#### [DIRECTIONS]
For every line in the material below that holds "Maitland", report the line.

#### [EXTRACTED DATA]
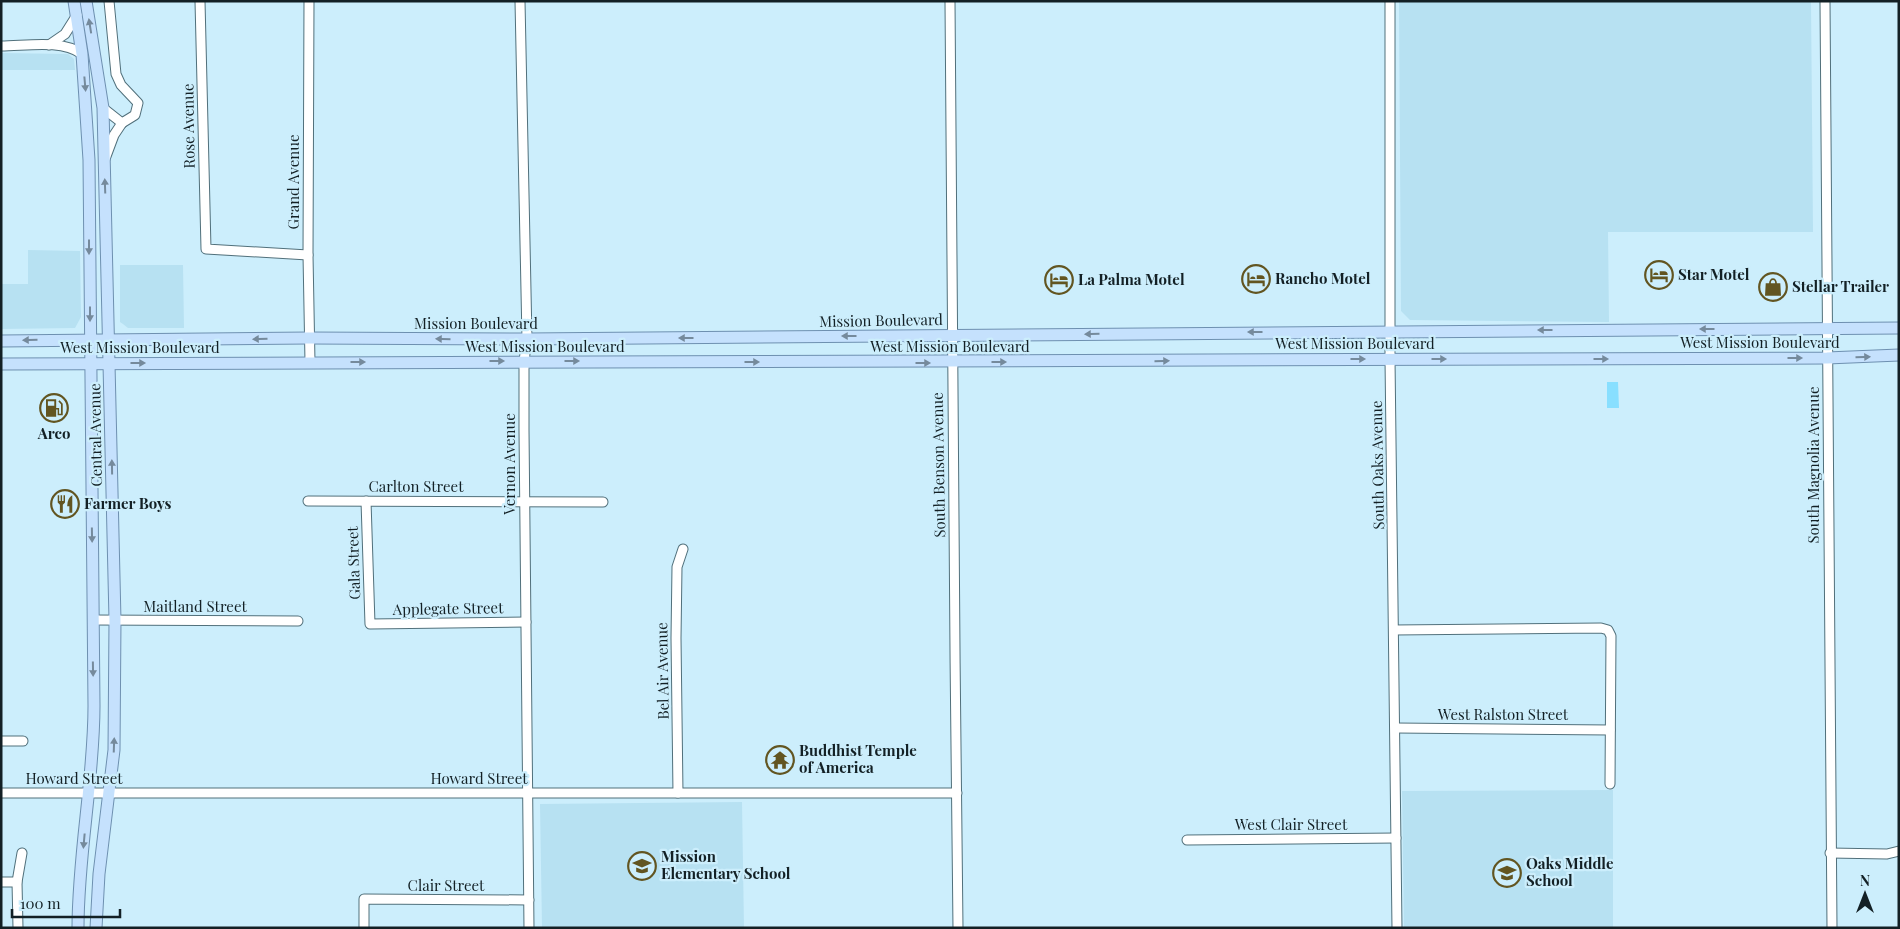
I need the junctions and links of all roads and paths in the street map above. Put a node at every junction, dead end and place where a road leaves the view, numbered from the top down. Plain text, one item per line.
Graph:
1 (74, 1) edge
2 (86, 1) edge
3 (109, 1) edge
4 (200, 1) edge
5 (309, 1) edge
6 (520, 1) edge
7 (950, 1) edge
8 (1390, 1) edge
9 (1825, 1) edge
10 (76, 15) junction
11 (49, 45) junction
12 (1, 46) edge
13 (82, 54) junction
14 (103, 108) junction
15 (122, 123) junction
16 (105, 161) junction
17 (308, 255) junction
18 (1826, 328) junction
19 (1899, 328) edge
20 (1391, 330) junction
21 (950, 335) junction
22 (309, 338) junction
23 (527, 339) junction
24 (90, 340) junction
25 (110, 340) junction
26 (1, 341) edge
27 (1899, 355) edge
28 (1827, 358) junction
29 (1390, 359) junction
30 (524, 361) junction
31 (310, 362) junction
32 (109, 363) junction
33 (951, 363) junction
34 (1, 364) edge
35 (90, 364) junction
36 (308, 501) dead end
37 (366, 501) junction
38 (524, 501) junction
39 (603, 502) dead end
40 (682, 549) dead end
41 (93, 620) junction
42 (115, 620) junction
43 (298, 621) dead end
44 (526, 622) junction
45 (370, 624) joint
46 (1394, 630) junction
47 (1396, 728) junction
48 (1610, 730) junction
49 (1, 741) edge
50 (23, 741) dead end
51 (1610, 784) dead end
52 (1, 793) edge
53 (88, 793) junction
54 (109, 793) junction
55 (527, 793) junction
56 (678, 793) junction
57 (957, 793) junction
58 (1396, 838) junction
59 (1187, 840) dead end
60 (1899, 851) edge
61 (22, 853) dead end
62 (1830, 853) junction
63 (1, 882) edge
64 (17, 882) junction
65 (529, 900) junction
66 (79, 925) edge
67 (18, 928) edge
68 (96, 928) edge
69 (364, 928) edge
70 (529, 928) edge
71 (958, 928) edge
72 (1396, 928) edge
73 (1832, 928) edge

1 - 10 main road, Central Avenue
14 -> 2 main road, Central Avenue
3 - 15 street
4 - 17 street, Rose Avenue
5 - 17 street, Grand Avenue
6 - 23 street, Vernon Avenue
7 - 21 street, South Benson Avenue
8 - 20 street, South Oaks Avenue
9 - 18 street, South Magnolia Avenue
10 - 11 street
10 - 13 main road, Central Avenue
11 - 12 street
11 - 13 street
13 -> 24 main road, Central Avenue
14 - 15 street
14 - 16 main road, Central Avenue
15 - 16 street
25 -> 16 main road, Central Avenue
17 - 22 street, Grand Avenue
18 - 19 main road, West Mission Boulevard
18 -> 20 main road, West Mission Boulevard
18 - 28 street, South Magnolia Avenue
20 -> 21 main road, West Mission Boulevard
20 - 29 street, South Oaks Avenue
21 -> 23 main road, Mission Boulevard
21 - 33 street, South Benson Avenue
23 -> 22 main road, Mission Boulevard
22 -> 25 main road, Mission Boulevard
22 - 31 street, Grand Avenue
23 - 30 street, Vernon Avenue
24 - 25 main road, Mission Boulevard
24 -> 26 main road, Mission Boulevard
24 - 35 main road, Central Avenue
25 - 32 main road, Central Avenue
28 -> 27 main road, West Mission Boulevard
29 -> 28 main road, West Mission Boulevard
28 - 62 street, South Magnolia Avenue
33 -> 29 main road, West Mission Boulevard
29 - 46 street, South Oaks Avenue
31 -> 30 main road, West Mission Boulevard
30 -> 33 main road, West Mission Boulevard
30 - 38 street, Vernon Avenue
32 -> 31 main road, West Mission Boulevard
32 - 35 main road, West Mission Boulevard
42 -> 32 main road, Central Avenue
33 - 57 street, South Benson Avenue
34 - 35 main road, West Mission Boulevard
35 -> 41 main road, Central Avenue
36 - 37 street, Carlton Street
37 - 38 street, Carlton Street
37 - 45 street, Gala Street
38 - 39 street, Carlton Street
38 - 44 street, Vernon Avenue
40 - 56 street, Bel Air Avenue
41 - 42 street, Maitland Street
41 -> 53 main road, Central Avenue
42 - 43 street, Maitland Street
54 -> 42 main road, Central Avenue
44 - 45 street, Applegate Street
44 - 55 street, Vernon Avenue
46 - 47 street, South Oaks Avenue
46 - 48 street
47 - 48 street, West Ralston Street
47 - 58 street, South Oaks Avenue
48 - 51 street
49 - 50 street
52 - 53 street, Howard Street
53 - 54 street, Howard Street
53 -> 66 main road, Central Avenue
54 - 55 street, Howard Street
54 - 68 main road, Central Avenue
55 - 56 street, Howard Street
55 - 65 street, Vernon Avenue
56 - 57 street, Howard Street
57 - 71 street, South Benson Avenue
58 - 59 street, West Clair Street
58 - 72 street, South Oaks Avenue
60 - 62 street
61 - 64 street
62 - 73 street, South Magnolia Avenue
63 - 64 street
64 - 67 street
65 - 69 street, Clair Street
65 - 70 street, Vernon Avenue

#### [SOLUTION FOR THIS TASK]
41 - 42 street, Maitland Street
42 - 43 street, Maitland Street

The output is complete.